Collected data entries

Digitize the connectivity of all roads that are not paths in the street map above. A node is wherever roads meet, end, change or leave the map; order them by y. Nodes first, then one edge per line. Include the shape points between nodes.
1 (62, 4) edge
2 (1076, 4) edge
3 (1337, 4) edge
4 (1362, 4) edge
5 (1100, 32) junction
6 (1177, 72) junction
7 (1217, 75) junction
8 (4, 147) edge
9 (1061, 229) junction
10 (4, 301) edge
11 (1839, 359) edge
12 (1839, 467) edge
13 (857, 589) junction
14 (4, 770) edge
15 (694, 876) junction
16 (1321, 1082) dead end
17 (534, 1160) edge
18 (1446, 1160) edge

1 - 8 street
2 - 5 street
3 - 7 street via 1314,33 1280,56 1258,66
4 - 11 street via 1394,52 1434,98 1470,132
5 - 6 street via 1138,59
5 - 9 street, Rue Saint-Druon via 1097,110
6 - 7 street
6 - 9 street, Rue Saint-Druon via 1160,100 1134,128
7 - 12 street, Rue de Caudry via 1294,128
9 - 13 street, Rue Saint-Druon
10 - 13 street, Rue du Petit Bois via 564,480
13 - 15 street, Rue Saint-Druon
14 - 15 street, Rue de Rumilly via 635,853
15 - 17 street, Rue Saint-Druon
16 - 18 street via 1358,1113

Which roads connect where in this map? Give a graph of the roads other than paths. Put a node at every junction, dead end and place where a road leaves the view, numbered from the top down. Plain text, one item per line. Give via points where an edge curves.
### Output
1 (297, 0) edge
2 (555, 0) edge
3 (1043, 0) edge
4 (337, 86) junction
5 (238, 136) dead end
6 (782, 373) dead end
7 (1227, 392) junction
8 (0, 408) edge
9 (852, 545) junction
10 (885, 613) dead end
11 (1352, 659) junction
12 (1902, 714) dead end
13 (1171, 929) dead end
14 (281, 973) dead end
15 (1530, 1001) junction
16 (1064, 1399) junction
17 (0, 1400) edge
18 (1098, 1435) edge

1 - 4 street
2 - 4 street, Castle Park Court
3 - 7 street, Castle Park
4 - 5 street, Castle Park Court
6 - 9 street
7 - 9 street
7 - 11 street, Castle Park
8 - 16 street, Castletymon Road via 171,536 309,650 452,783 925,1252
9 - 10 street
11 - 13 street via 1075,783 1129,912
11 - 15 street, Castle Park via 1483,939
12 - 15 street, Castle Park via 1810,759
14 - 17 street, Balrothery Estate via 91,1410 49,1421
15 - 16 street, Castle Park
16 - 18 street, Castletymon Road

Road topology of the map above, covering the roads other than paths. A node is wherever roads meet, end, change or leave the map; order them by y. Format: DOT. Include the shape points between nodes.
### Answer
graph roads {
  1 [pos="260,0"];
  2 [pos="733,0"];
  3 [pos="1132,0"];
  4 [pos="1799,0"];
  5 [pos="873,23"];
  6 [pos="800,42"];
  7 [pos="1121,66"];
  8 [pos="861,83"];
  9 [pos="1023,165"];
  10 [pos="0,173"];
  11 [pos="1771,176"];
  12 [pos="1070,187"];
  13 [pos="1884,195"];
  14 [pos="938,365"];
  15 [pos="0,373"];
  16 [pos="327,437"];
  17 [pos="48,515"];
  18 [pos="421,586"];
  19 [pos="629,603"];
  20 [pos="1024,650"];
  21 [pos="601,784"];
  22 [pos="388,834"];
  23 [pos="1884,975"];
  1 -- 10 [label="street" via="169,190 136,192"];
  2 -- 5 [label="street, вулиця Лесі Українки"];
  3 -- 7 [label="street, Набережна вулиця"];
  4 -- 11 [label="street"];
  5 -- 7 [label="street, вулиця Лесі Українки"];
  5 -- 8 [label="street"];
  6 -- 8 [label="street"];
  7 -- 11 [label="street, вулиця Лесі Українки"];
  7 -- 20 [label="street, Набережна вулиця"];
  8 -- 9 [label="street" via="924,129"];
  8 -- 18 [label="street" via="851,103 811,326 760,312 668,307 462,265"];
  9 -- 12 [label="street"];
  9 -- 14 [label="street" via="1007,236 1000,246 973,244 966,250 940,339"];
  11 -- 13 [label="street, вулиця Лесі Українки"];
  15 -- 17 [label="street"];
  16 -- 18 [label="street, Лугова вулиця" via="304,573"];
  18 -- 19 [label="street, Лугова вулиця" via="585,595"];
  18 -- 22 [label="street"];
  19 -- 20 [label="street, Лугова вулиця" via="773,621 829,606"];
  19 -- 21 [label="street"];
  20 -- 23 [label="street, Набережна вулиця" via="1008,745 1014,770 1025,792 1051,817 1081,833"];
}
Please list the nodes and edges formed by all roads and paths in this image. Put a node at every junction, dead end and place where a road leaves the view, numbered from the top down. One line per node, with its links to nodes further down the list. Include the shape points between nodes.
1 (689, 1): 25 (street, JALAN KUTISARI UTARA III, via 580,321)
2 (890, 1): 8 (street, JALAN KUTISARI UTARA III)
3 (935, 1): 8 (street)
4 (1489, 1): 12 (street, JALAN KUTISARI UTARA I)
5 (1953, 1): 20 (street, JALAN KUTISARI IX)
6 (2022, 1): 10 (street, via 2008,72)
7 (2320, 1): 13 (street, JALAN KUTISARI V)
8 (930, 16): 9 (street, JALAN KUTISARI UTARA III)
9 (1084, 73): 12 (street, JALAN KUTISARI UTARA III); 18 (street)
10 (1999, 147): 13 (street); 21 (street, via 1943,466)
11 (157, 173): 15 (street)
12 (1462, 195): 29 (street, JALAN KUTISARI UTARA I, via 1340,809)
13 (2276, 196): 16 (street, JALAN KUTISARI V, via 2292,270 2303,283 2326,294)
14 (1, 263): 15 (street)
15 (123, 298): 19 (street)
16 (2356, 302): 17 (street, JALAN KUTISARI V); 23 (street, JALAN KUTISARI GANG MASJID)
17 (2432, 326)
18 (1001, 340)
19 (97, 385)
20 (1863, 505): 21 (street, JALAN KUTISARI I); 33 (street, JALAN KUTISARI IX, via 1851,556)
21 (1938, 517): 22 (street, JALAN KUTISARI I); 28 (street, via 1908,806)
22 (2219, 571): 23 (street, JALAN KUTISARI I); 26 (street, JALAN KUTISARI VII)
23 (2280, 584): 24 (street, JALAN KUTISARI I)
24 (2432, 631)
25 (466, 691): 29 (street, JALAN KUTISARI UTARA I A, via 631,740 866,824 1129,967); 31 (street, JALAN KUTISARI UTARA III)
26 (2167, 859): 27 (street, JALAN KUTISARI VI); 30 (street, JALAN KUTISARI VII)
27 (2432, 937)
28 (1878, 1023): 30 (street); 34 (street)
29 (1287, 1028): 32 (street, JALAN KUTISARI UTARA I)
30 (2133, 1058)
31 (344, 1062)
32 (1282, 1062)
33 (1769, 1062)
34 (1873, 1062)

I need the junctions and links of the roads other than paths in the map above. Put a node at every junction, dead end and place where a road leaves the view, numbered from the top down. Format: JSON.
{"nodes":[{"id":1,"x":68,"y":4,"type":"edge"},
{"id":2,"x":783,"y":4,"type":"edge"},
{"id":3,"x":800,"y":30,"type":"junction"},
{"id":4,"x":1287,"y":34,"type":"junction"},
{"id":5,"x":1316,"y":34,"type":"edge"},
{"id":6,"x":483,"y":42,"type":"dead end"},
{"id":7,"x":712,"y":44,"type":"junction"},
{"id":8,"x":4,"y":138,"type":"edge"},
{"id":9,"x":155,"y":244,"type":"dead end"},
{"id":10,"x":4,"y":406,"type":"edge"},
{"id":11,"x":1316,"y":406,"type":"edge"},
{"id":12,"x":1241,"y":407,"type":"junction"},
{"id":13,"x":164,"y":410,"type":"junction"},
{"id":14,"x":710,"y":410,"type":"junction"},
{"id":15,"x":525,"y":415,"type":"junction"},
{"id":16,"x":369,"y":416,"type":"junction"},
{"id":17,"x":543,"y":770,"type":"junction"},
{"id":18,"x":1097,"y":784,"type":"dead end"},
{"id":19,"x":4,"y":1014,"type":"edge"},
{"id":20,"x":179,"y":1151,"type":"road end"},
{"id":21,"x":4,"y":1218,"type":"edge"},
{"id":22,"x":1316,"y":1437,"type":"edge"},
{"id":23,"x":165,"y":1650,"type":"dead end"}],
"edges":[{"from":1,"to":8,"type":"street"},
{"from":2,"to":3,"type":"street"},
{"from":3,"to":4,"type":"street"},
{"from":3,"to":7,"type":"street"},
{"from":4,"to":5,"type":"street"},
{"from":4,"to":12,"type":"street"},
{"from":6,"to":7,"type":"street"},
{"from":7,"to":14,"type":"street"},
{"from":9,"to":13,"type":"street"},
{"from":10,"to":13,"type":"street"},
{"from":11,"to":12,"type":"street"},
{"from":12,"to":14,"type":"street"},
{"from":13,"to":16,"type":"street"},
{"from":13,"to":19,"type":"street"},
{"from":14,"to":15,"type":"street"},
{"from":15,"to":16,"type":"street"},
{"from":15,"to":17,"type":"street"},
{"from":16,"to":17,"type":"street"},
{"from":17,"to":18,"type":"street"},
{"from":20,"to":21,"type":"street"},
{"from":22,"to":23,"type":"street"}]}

Your task: Find every line in the records above that holds the word "roads", and copy each one.

Exercise output:
Digitize the connectivity of all roads that are not paths in the street map above. A node is wherever roads meet, end, change or leave the map; order them by y. Nodes first, then one edge per line. Include the shape points between nodes.
Which roads connect where in this map? Give a graph of the roads other than paths. Put a node at every junction, dead end and place where a road leaves the view, numbered from the top down. Plain text, one item per line. Give via points where an edge curves.
Road topology of the map above, covering the roads other than paths. A node is wherever roads meet, end, change or leave the map; order them by y. Format: DOT. Include the shape points between nodes.
graph roads {
Please list the nodes and edges formed by all roads and paths in this image. Put a node at every junction, dead end and place where a road leaves the view, numbered from the top down. One line per node, with its links to nodes further down the list. Include the shape points between nodes.
I need the junctions and links of the roads other than paths in the map above. Put a node at every junction, dead end and place where a road leaves the view, numbered from the top down. Format: JSON.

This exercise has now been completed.